_TO DO_
Repeat the records below exactly, leaving out any pictures.

━━━━━━━━━━━━━━━━━━━━━━━━━━━━━━

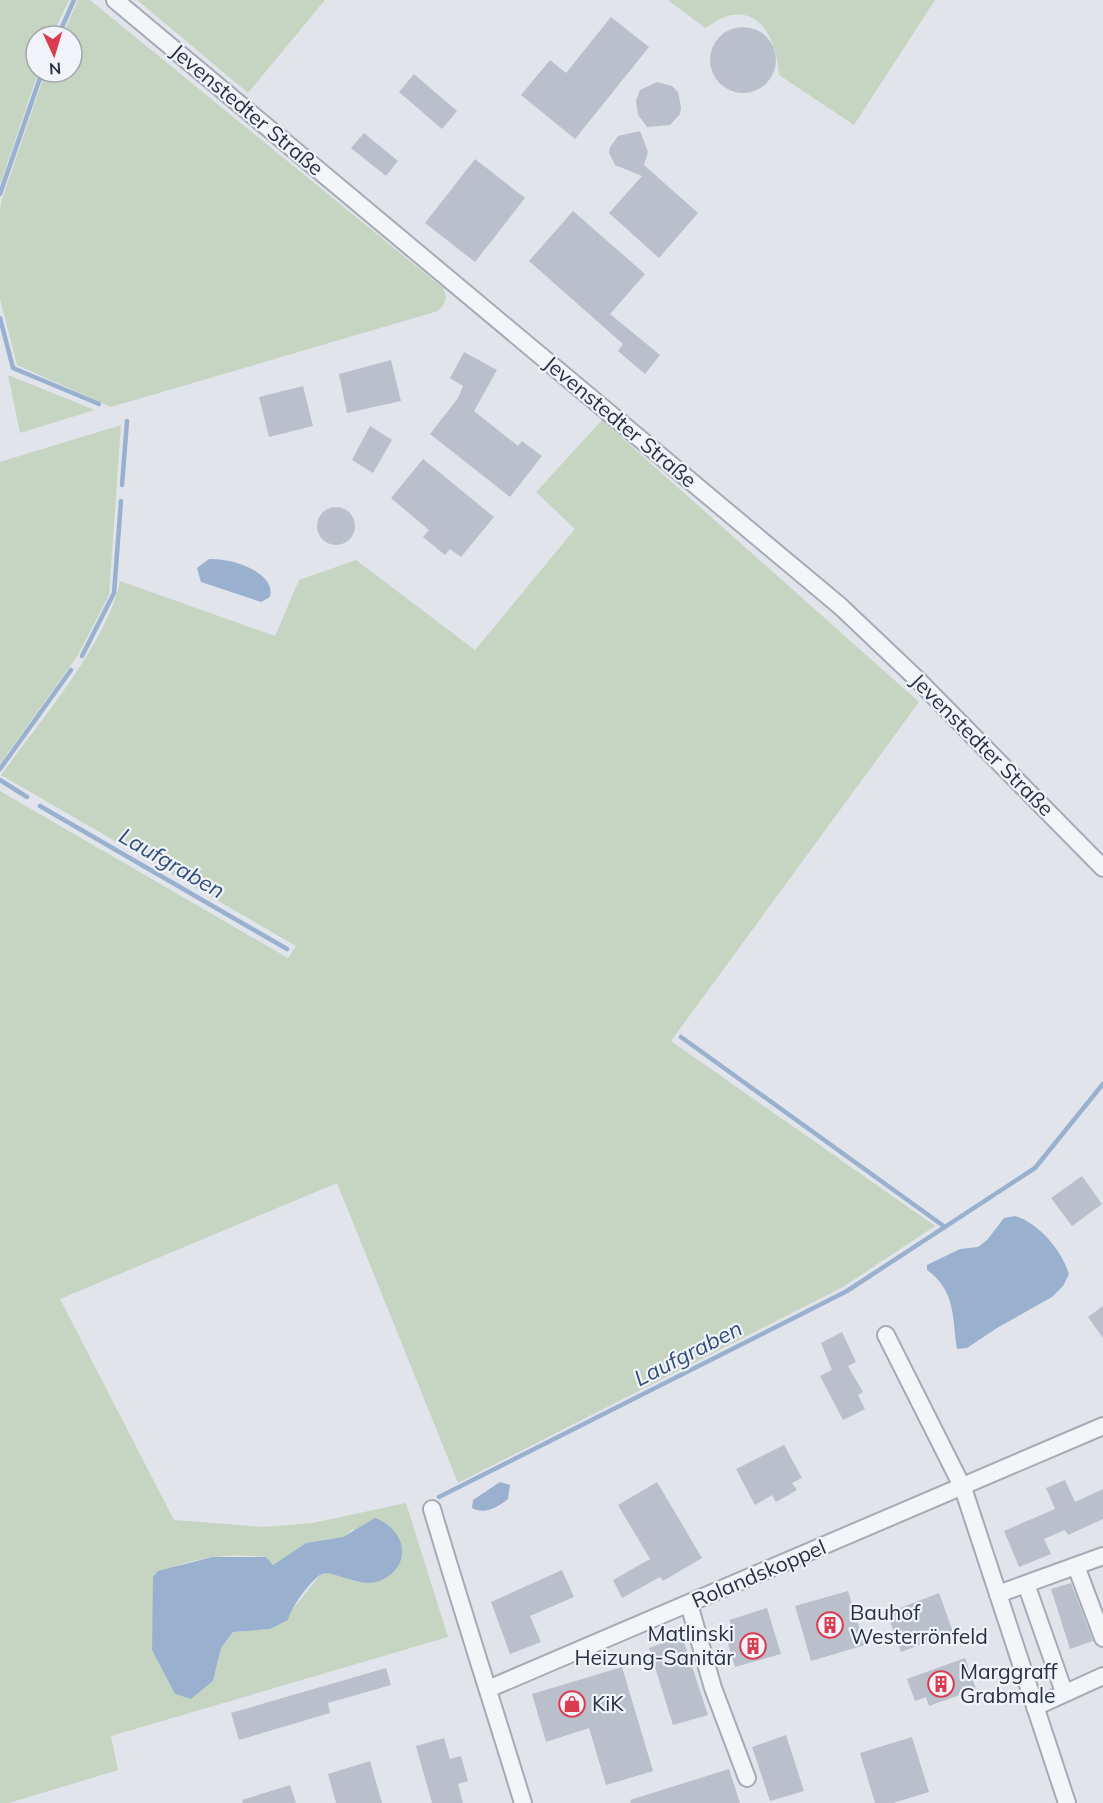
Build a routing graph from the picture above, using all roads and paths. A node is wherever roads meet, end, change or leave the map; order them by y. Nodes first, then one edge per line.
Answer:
1 (115, 0) edge
2 (1103, 868) edge
3 (886, 1335) dead end
4 (1103, 1426) edge
5 (963, 1488) junction
6 (432, 1509) dead end
7 (1103, 1557) edge
8 (1076, 1566) junction
9 (1026, 1584) junction
10 (998, 1594) junction
11 (689, 1604) junction
12 (1103, 1638) edge
13 (1103, 1676) edge
14 (488, 1689) junction
15 (1064, 1692) junction
16 (1035, 1707) junction
17 (747, 1778) dead end
18 (523, 1803) edge
19 (1066, 1803) edge

1 - 2 street, Jevenstedter Straße
3 - 5 street
4 - 5 street, Rolandskoppel
5 - 10 street
5 - 11 street, Rolandskoppel
6 - 14 street
7 - 8 street
8 - 9 street
8 - 12 street
9 - 10 street
9 - 15 street
10 - 16 street
11 - 14 street, Rolandskoppel
11 - 17 street
13 - 15 street
14 - 18 street
15 - 16 street
16 - 19 street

━━━━━━━━━━━━━━━━━━━━━━━━━━━━━━

_YOUR SOLUTION_
Build a routing graph from the picture above, using all roads and paths. A node is wherever roads meet, end, change or leave the map; order them by y. Nodes first, then one edge per line.
Answer:
1 (115, 0) edge
2 (1103, 868) edge
3 (886, 1335) dead end
4 (1103, 1426) edge
5 (963, 1488) junction
6 (432, 1509) dead end
7 (1103, 1557) edge
8 (1076, 1566) junction
9 (1026, 1584) junction
10 (998, 1594) junction
11 (689, 1604) junction
12 (1103, 1638) edge
13 (1103, 1676) edge
14 (488, 1689) junction
15 (1064, 1692) junction
16 (1035, 1707) junction
17 (747, 1778) dead end
18 (523, 1803) edge
19 (1066, 1803) edge

1 - 2 street, Jevenstedter Straße
3 - 5 street
4 - 5 street, Rolandskoppel
5 - 10 street
5 - 11 street, Rolandskoppel
6 - 14 street
7 - 8 street
8 - 9 street
8 - 12 street
9 - 10 street
9 - 15 street
10 - 16 street
11 - 14 street, Rolandskoppel
11 - 17 street
13 - 15 street
14 - 18 street
15 - 16 street
16 - 19 street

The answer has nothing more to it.